__EXERCISE INPUT__:
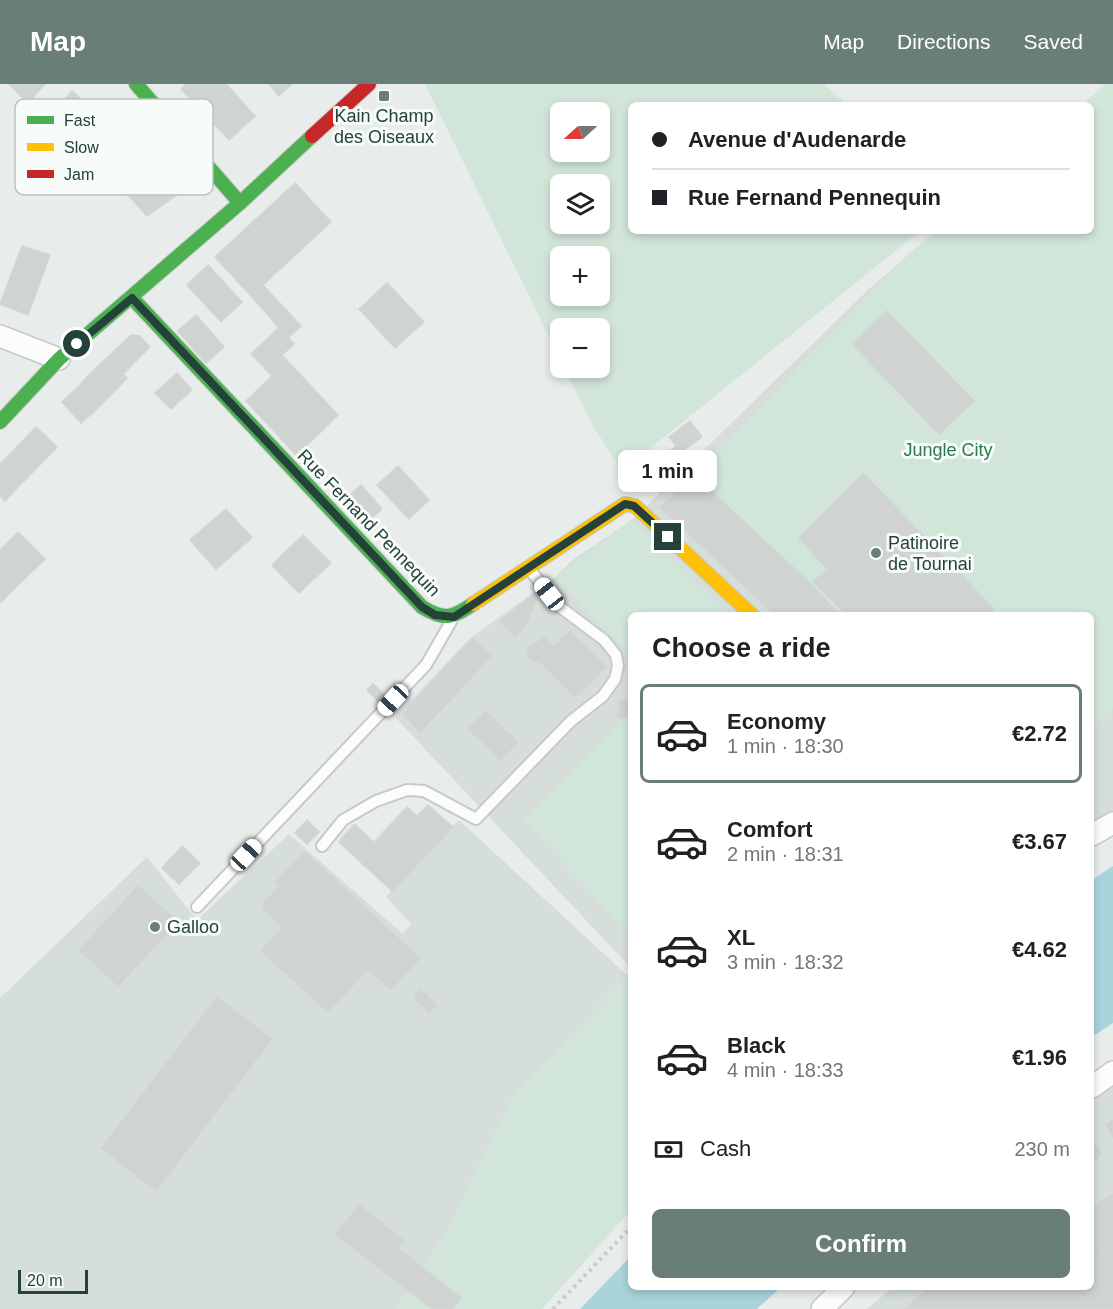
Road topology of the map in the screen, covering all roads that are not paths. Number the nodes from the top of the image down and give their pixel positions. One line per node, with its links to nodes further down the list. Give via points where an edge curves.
1 (136, 84): 3 (street)
2 (369, 84): 5 (street)
3 (149, 99)
4 (213, 172): 5 (street)
5 (240, 203): 6 (street)
6 (132, 298): 8 (street); 12 (street, Rue Fernand Pennequin, via 422,607 435,615)
7 (0, 336): 8 (street)
8 (59, 359): 9 (street)
9 (0, 422)
10 (528, 567): 11 (street, via 625,504 634,506); 12 (street); 15 (lane, via 560,608 604,640 616,655 615,679 603,696 572,720 472,823 424,791 407,790 376,801 343,820)
11 (749, 612)
12 (454, 617): 16 (lane, via 426,665)
13 (1113, 823): 14 (street)
14 (1094, 834)
15 (322, 846)
16 (197, 907)
17 (1113, 1072): 18 (street)
18 (1094, 1086)
19 (841, 1290): 20 (street)
20 (822, 1309)

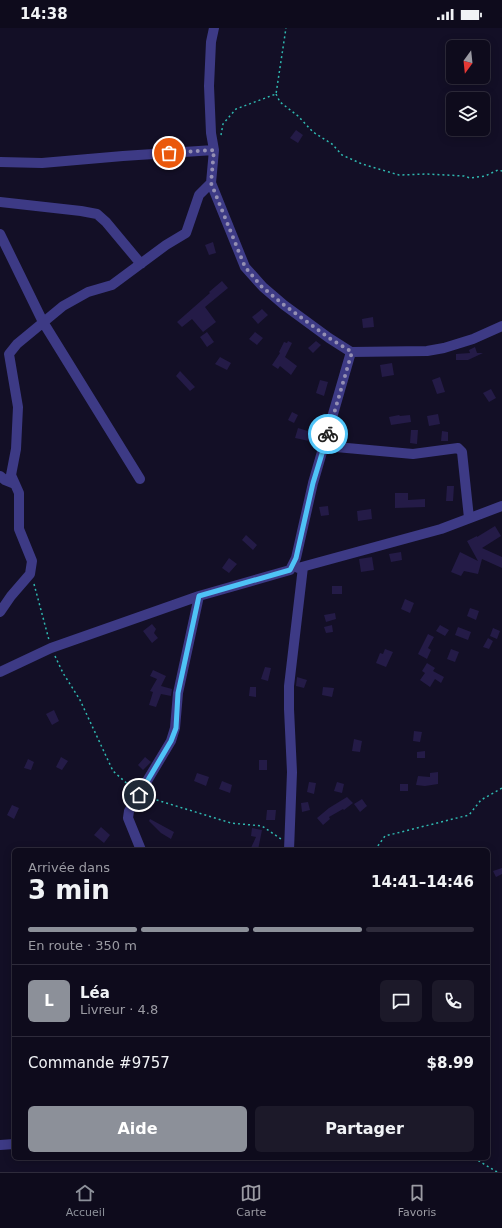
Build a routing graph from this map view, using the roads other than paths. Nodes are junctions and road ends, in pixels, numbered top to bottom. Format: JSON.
{"nodes":[{"id":1,"x":214,"y":28,"type":"edge"},
{"id":2,"x":214,"y":150,"type":"junction"},
{"id":3,"x":0,"y":162,"type":"edge"},
{"id":4,"x":211,"y":183,"type":"junction"},
{"id":5,"x":0,"y":202,"type":"edge"},
{"id":6,"x":0,"y":234,"type":"edge"},
{"id":7,"x":141,"y":264,"type":"junction"},
{"id":8,"x":43,"y":322,"type":"junction"},
{"id":9,"x":502,"y":326,"type":"edge"},
{"id":10,"x":352,"y":352,"type":"junction"},
{"id":11,"x":5,"y":354,"type":"edge"},
{"id":12,"x":324,"y":446,"type":"junction"},
{"id":13,"x":0,"y":476,"type":"edge"},
{"id":14,"x":140,"y":479,"type":"dead end"},
{"id":15,"x":15,"y":484,"type":"junction"},
{"id":16,"x":502,"y":506,"type":"edge"},
{"id":17,"x":469,"y":518,"type":"junction"},
{"id":18,"x":303,"y":567,"type":"junction"},
{"id":19,"x":290,"y":570,"type":"junction"},
{"id":20,"x":199,"y":596,"type":"junction"},
{"id":21,"x":0,"y":612,"type":"edge"},
{"id":22,"x":0,"y":672,"type":"edge"},
{"id":23,"x":140,"y":848,"type":"edge"},
{"id":24,"x":289,"y":848,"type":"edge"},
{"id":25,"x":12,"y":1144,"type":"edge"},
{"id":26,"x":0,"y":1145,"type":"edge"}],
"edges":[{"from":1,"to":2,"type":"street"},
{"from":2,"to":3,"type":"street"},
{"from":2,"to":4,"type":"street"},
{"from":4,"to":7,"type":"street"},
{"from":4,"to":10,"type":"street"},
{"from":5,"to":7,"type":"street"},
{"from":6,"to":8,"type":"street"},
{"from":7,"to":8,"type":"street"},
{"from":8,"to":11,"type":"street"},
{"from":8,"to":14,"type":"street"},
{"from":9,"to":10,"type":"street"},
{"from":10,"to":12,"type":"street"},
{"from":11,"to":15,"type":"street"},
{"from":12,"to":17,"type":"street"},
{"from":12,"to":19,"type":"street"},
{"from":13,"to":15,"type":"street"},
{"from":15,"to":21,"type":"street"},
{"from":16,"to":17,"type":"street"},
{"from":17,"to":18,"type":"street"},
{"from":18,"to":19,"type":"street"},
{"from":18,"to":24,"type":"street"},
{"from":19,"to":20,"type":"street"},
{"from":20,"to":22,"type":"street"},
{"from":20,"to":23,"type":"street"},
{"from":25,"to":26,"type":"street"}]}
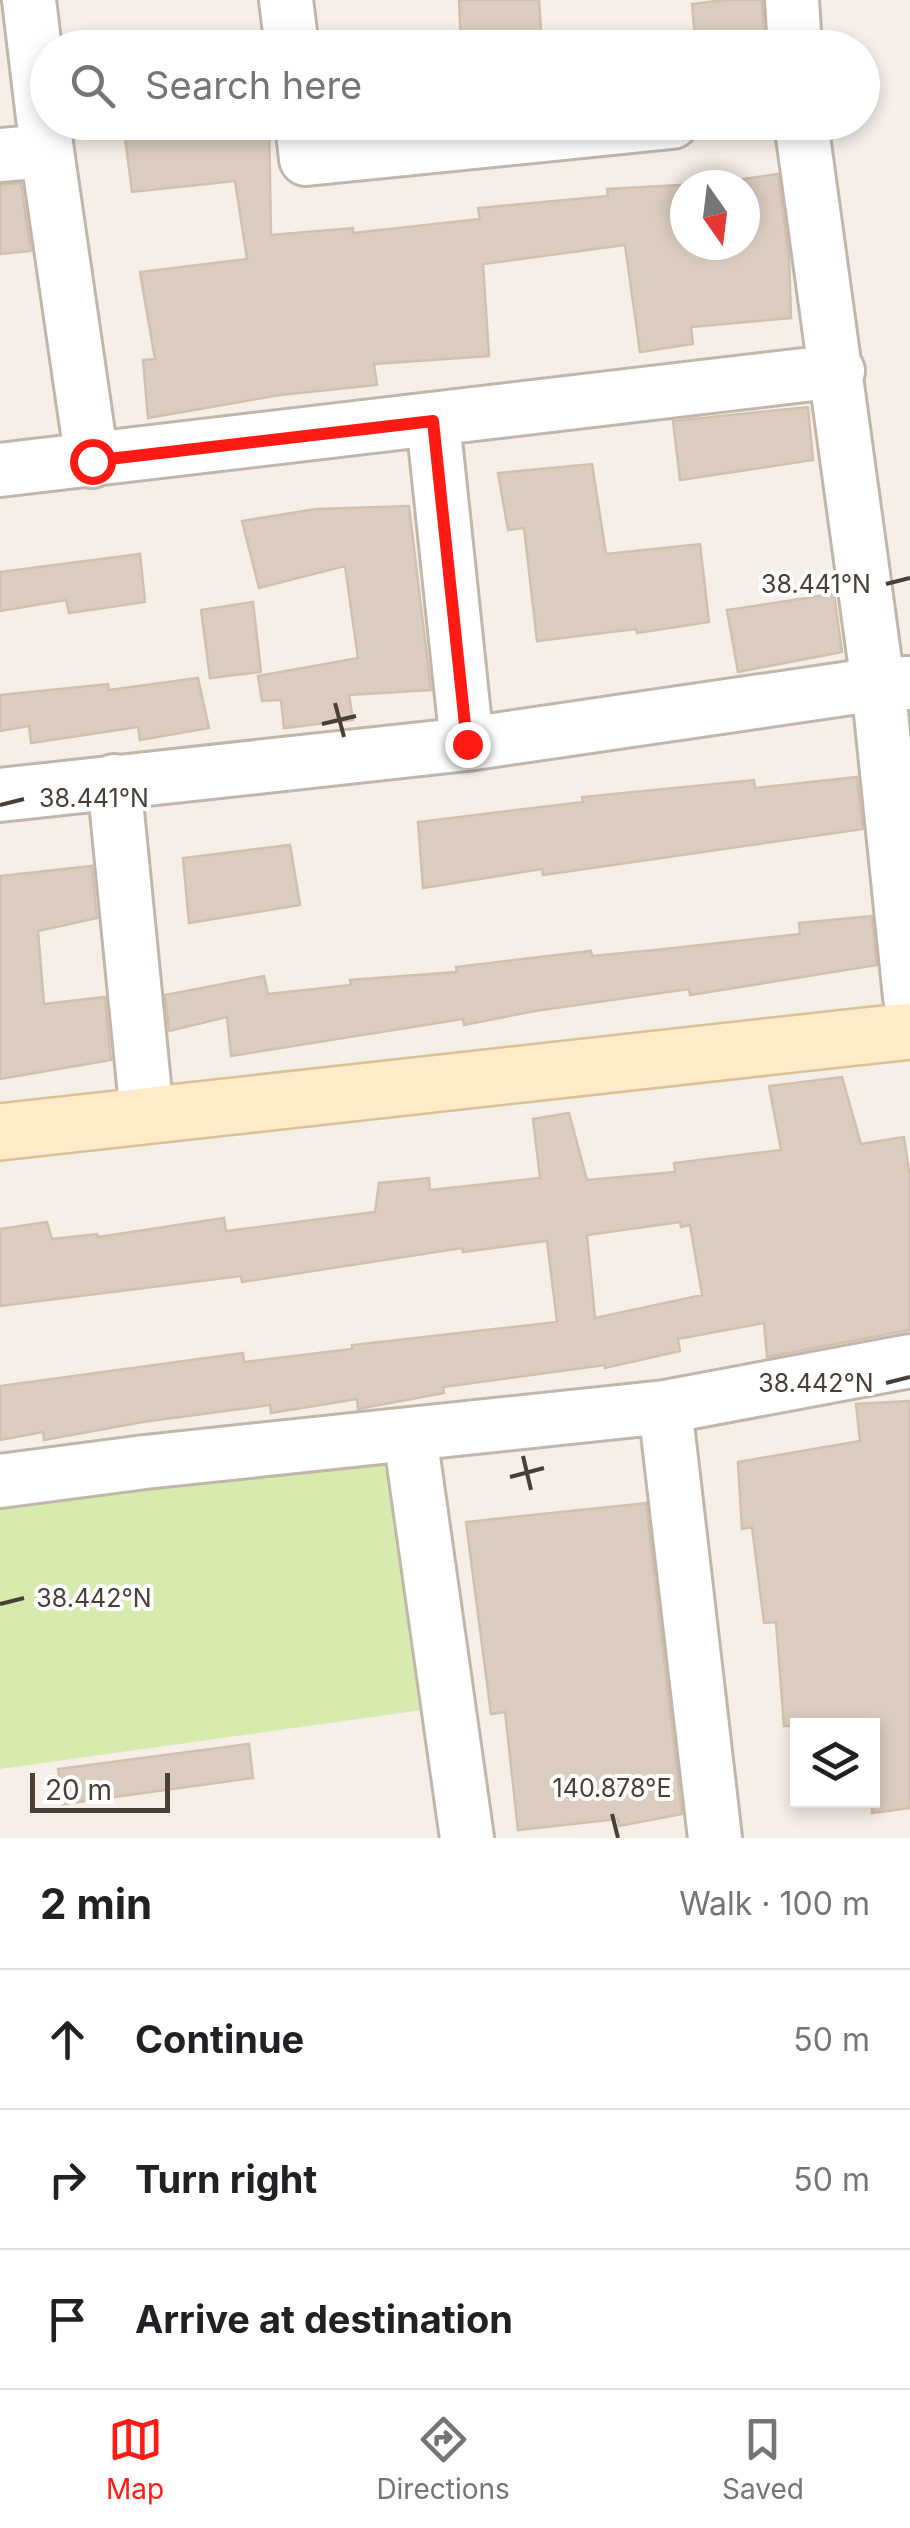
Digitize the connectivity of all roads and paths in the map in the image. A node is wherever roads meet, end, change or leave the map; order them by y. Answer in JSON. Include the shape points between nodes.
{"nodes":[{"id":1,"x":29,"y":0,"type":"edge"},
{"id":2,"x":286,"y":0,"type":"edge"},
{"id":3,"x":792,"y":0,"type":"edge"},
{"id":4,"x":290,"y":30,"type":"edge"},
{"id":5,"x":794,"y":30,"type":"edge"},
{"id":6,"x":304,"y":140,"type":"edge"},
{"id":7,"x":494,"y":140,"type":"edge"},
{"id":8,"x":805,"y":140,"type":"edge"},
{"id":9,"x":23,"y":153,"type":"edge"},
{"id":10,"x":838,"y":371,"type":"junction"},
{"id":11,"x":433,"y":421,"type":"junction"},
{"id":12,"x":92,"y":461,"type":"junction"},
{"id":13,"x":0,"y":470,"type":"edge"},
{"id":14,"x":894,"y":684,"type":"edge"},
{"id":15,"x":467,"y":744,"type":"junction"},
{"id":16,"x":114,"y":781,"type":"junction"},
{"id":17,"x":0,"y":795,"type":"edge"},
{"id":18,"x":910,"y":997,"type":"edge"},
{"id":19,"x":910,"y":1030,"type":"edge"},
{"id":20,"x":147,"y":1115,"type":"junction"},
{"id":21,"x":0,"y":1132,"type":"edge"},
{"id":22,"x":910,"y":1360,"type":"edge"},
{"id":23,"x":665,"y":1407,"type":"junction"},
{"id":24,"x":410,"y":1436,"type":"junction"},
{"id":25,"x":0,"y":1481,"type":"edge"},
{"id":26,"x":466,"y":1838,"type":"edge"},
{"id":27,"x":715,"y":1838,"type":"edge"}],
"edges":[{"from":1,"to":9,"type":"street"},
{"from":2,"to":4,"type":"street"},
{"from":3,"to":5,"type":"street"},
{"from":6,"to":7,"type":"street","via":[[306,159]]},
{"from":8,"to":10,"type":"street"},
{"from":9,"to":12,"type":"street"},
{"from":10,"to":11,"type":"street"},
{"from":10,"to":14,"type":"street"},
{"from":11,"to":12,"type":"street"},
{"from":11,"to":15,"type":"street"},
{"from":12,"to":13,"type":"street"},
{"from":14,"to":15,"type":"street"},
{"from":14,"to":18,"type":"street"},
{"from":15,"to":16,"type":"street"},
{"from":16,"to":17,"type":"street"},
{"from":16,"to":20,"type":"street"},
{"from":19,"to":20,"type":"street"},
{"from":20,"to":21,"type":"street"},
{"from":22,"to":23,"type":"street"},
{"from":23,"to":24,"type":"street"},
{"from":23,"to":27,"type":"street"},
{"from":24,"to":25,"type":"street"},
{"from":24,"to":26,"type":"street"}]}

__ASSIGNED TASK__: Search the records for the string "JSON", and copy every line that holds it.

__TASK RESPONSE__:
Build a routing graph from this map view, using the roads other than paths. Nodes are junctions and road ends, in pixels, numbered top to bottom. Format: JSON.
Digitize the connectivity of all roads and paths in the map in the image. A node is wherever roads meet, end, change or leave the map; order them by y. Answer in JSON. Include the shape points between nodes.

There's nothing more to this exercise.